Beginning with a café in Antarctica, nothing at first seems more otherworldly than this slim collection of stories. Yet soon it becomes apparent that no matter where the stories take us--from the polar ice caps to a casino in Vegas to the interior of a spaceship--one thing remains a constant: the narratives are defined by the pull of human longings, ephemeral voices clamoring to be heard.

Often inspired by articles from The New Scientist, the sometimes extremely short stories in Tania Hershman's The White Road and Other Stories use scientific principles as a springboard into an exploration of human emotions and dilemmas.

For example, in the title story, the "white road" is that which winds through the Antarctic; the main character is a wisecracking woman from southern United States who runs a café for visitors. But beneath her tough exterior, the café owner has a dark secret that has drawn her to live at the end of the world, and to find a solution to the plague of her memories.

Some of the stories are no more than a paragraph, and could be quoted here in their entirety if it were not a violation of copyright. Yet they contain the emotional complexity and depth that one would expect in much longer fiction; in this regard, the stories are like poems. My personal favorite, Plaits, is a portrait of a romance and marriage, told with such clever nuance that the reader is pulled deep into the intertwining complexities of the relationship, a welter of feelings, even in what amounts to a couple hundred words. Line by line, the language is beautiful, building a silent symphony of images, rhythms and characters' unique voices. In such short fiction--as in a poem--every word is made to count all the more.

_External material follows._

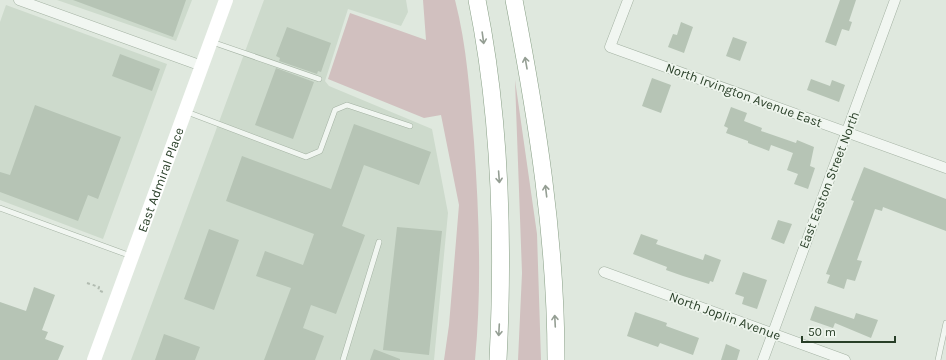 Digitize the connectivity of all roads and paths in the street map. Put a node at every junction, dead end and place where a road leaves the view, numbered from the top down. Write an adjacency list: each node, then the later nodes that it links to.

Some of the stories are funny, such as Space Fright. On the one hand, it is a story set in the future, when people will presumably fly spaceships with the ease that we now drive cars. On the other hand, it's a hilarious depiction of a date gone wrong--a date that just happens to take place in outer space.

As he floats helplessly near the ceiling, having lost control of the technology,

"Bill felt like he might cry. How long had it taken him to get this woman--any woman, for pity's sake--to take a spin in his new XCOR 5000, which had extra comfort features and a dual spin turbo backdrift with built-in stabilizers; how many times had he run through his space seduction scenario ('look at the view of the cosmos' - slide arm around shoulders; 'doesn't it make you feel small and insignificant?' - go in for the kiss)?" (page 19)

A remarkable thing about The White Road and Other Stories is that for all that there are over twenty stories in this collection, each character possesses a distinct voice, molded by childhood histories and informed with deep-rooted desires and loves. Where the story concepts begin with science, fiction becomes a laboratory for examining the most intimate secrets of the human heart.